(Saved data entries)
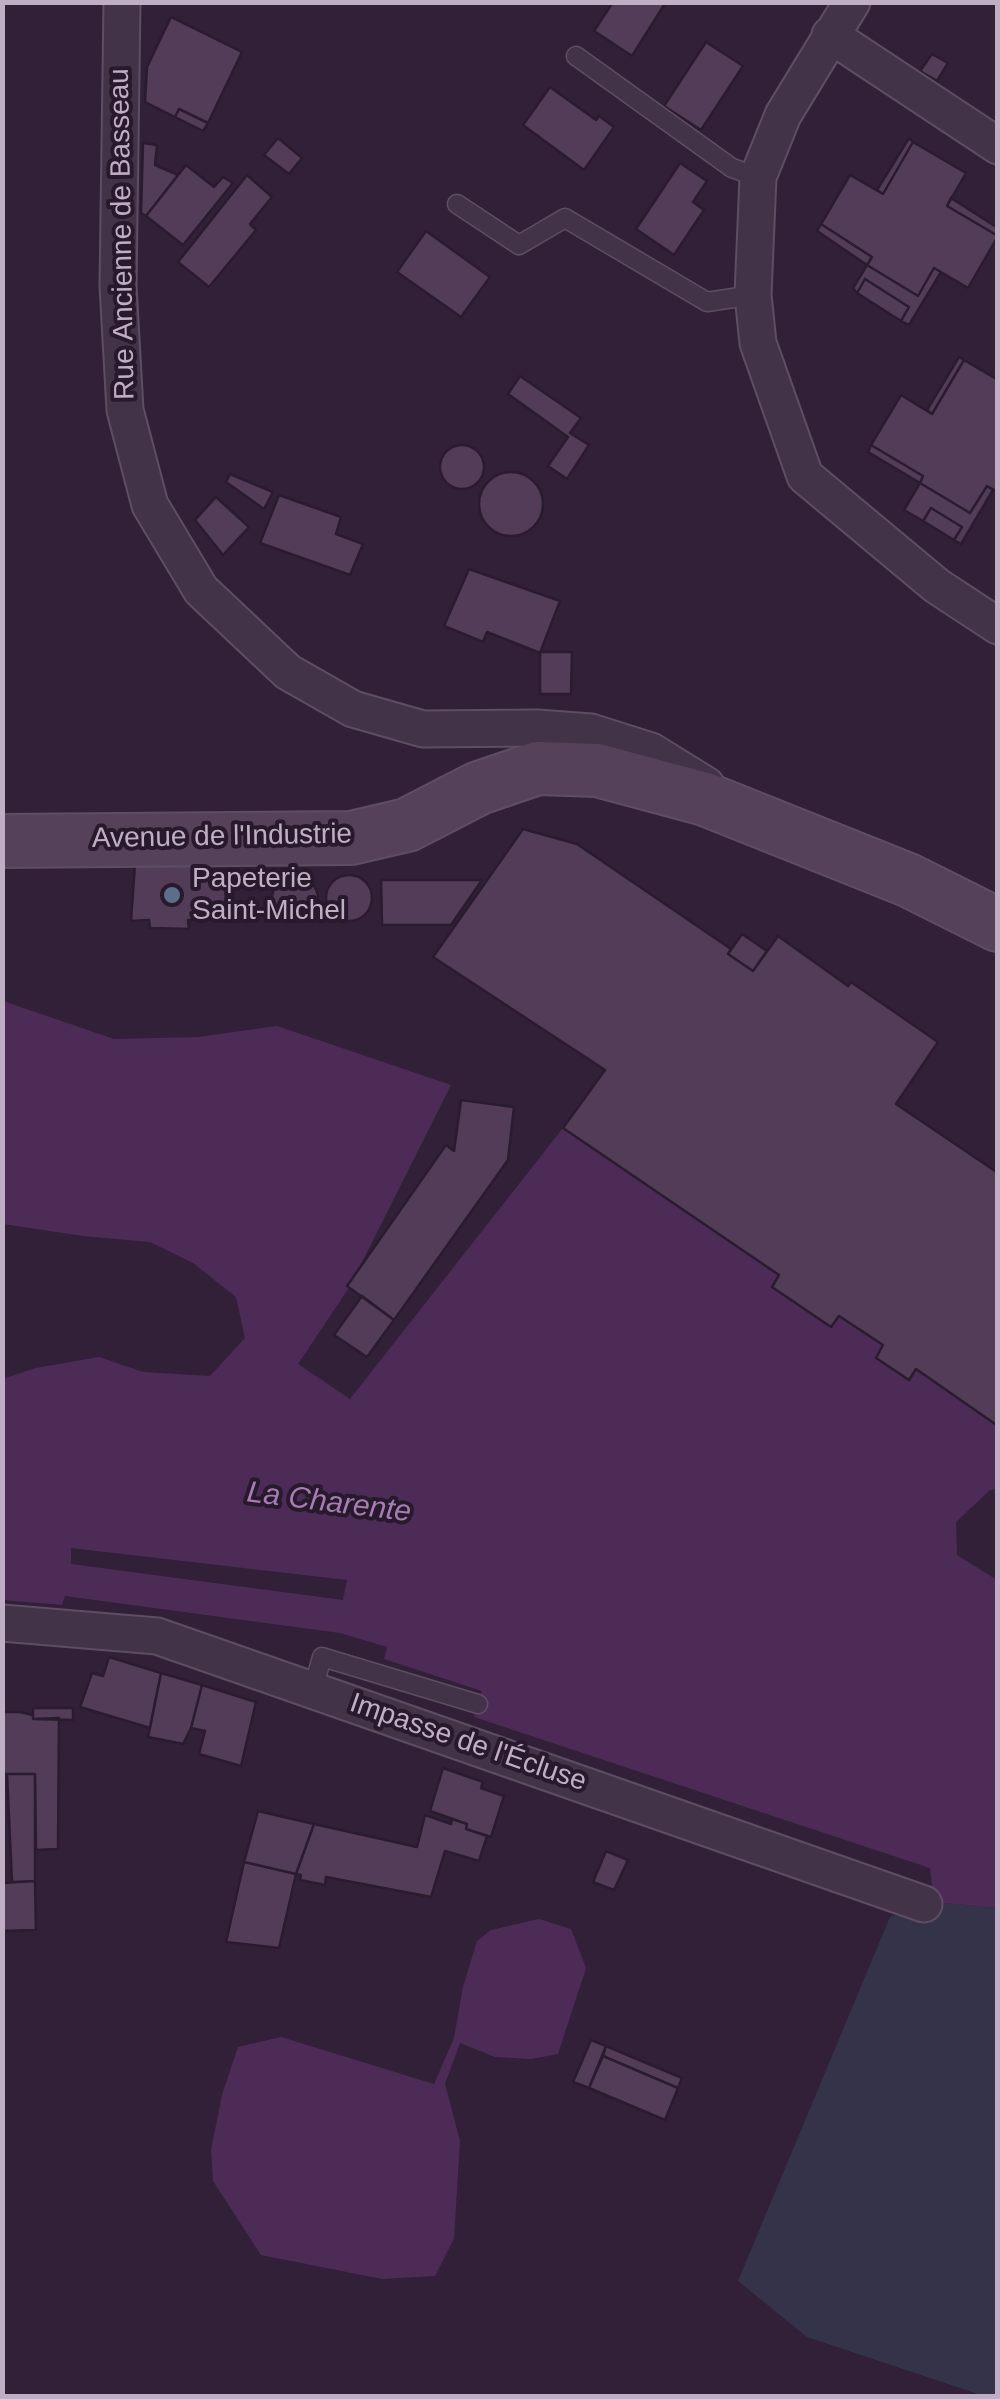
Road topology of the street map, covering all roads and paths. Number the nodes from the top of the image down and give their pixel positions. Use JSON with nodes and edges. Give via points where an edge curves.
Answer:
{"nodes":[{"id":1,"x":122,"y":2,"type":"edge"},
{"id":2,"x":852,"y":2,"type":"edge"},
{"id":3,"x":830,"y":34,"type":"junction"},
{"id":4,"x":576,"y":56,"type":"dead end"},
{"id":5,"x":998,"y":146,"type":"edge"},
{"id":6,"x":758,"y":177,"type":"junction"},
{"id":7,"x":457,"y":204,"type":"dead end"},
{"id":8,"x":753,"y":294,"type":"junction"},
{"id":9,"x":998,"y":626,"type":"edge"},
{"id":10,"x":705,"y":798,"type":"junction"},
{"id":11,"x":2,"y":841,"type":"edge"},
{"id":12,"x":998,"y":925,"type":"edge"},
{"id":13,"x":2,"y":1623,"type":"edge"},
{"id":14,"x":313,"y":1689,"type":"junction"},
{"id":15,"x":478,"y":1704,"type":"dead end"},
{"id":16,"x":924,"y":1904,"type":"dead end"}],
"edges":[{"from":1,"to":10,"type":"street","name":"Rue Ancienne de Basseau","via":[[118,286],[124,410],[150,505],[201,590],[288,672],[353,709],[423,729],[590,732],[651,752],[706,784]]},
{"from":2,"to":3,"type":"street"},
{"from":3,"to":5,"type":"street"},
{"from":3,"to":6,"type":"street","via":[[783,115]]},
{"from":4,"to":6,"type":"lane","via":[[732,168]]},
{"from":6,"to":8,"type":"street"},
{"from":7,"to":8,"type":"lane","via":[[519,245],[565,218],[707,302]]},
{"from":8,"to":9,"type":"street","via":[[758,343],[806,476],[937,586]]},
{"from":10,"to":11,"type":"street","name":"Avenue de l'Industrie","via":[[597,770],[538,768],[479,788],[407,825],[351,838]]},
{"from":10,"to":12,"type":"street","name":"Avenue de l'Industrie","via":[[908,880]]},
{"from":13,"to":14,"type":"street","name":"Impasse de l'Écluse","via":[[156,1636]]},
{"from":14,"to":15,"type":"lane","via":[[322,1657]]},
{"from":14,"to":16,"type":"street","name":"Impasse de l'Écluse"}]}
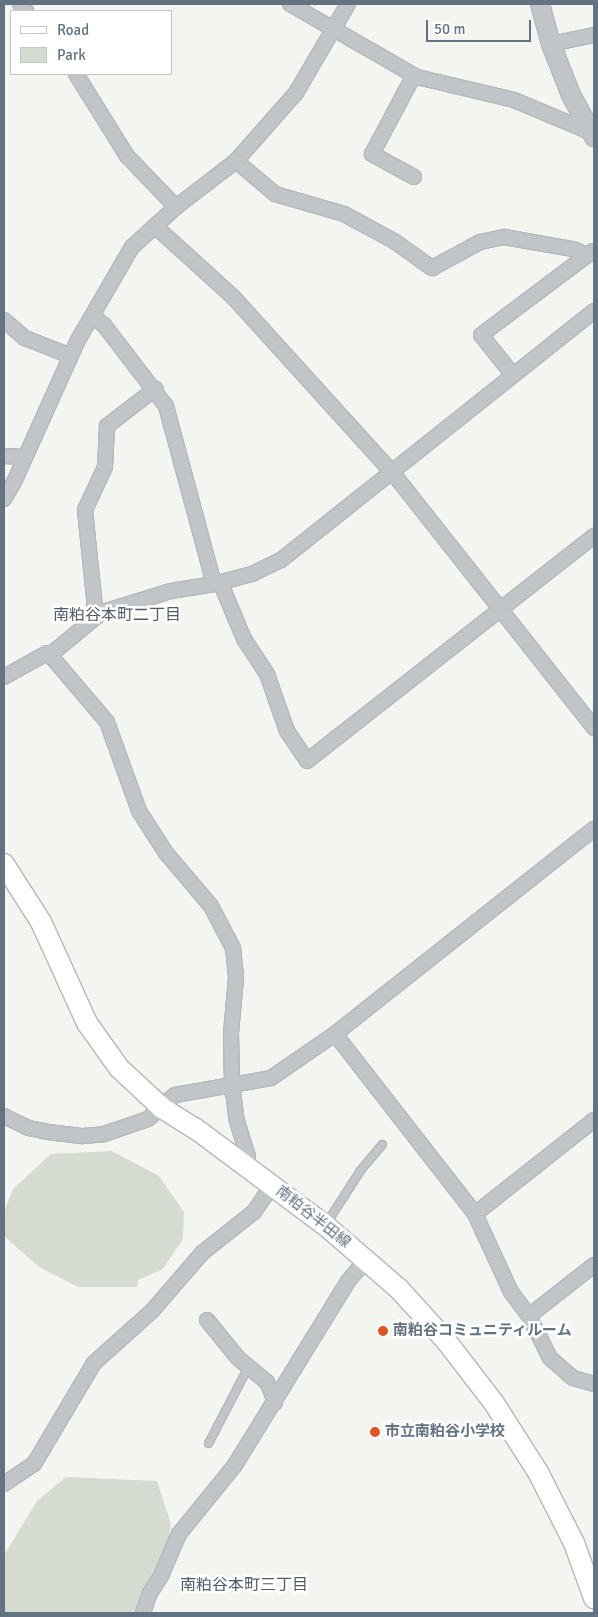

— Assignment —
Set down the entries word for word, omitting all pictures.

— Expected output —
Road topology of the street map, covering all roads and paths. Number the nodes from the top of the image down and give their pixel positions. Use JSON with nodes and edges. Give via points where an edge curves.
Answer:
{"nodes":[{"id":1,"x":122,"y":2,"type":"edge"},
{"id":2,"x":852,"y":2,"type":"edge"},
{"id":3,"x":830,"y":34,"type":"junction"},
{"id":4,"x":576,"y":56,"type":"dead end"},
{"id":5,"x":998,"y":146,"type":"edge"},
{"id":6,"x":758,"y":177,"type":"junction"},
{"id":7,"x":457,"y":204,"type":"dead end"},
{"id":8,"x":753,"y":294,"type":"junction"},
{"id":9,"x":998,"y":626,"type":"edge"},
{"id":10,"x":705,"y":798,"type":"junction"},
{"id":11,"x":2,"y":841,"type":"edge"},
{"id":12,"x":998,"y":925,"type":"edge"},
{"id":13,"x":2,"y":1623,"type":"edge"},
{"id":14,"x":313,"y":1689,"type":"junction"},
{"id":15,"x":478,"y":1704,"type":"dead end"},
{"id":16,"x":924,"y":1904,"type":"dead end"}],
"edges":[{"from":1,"to":10,"type":"street","name":"Rue Ancienne de Basseau","via":[[118,286],[124,410],[150,505],[201,590],[288,672],[353,709],[423,729],[590,732],[651,752],[706,784]]},
{"from":2,"to":3,"type":"street"},
{"from":3,"to":5,"type":"street"},
{"from":3,"to":6,"type":"street","via":[[783,115]]},
{"from":4,"to":6,"type":"lane","via":[[732,168]]},
{"from":6,"to":8,"type":"street"},
{"from":7,"to":8,"type":"lane","via":[[519,245],[565,218],[707,302]]},
{"from":8,"to":9,"type":"street","via":[[758,343],[806,476],[937,586]]},
{"from":10,"to":11,"type":"street","name":"Avenue de l'Industrie","via":[[597,770],[538,768],[479,788],[407,825],[351,838]]},
{"from":10,"to":12,"type":"street","name":"Avenue de l'Industrie","via":[[908,880]]},
{"from":13,"to":14,"type":"street","name":"Impasse de l'Écluse","via":[[156,1636]]},
{"from":14,"to":15,"type":"lane","via":[[322,1657]]},
{"from":14,"to":16,"type":"street","name":"Impasse de l'Écluse"}]}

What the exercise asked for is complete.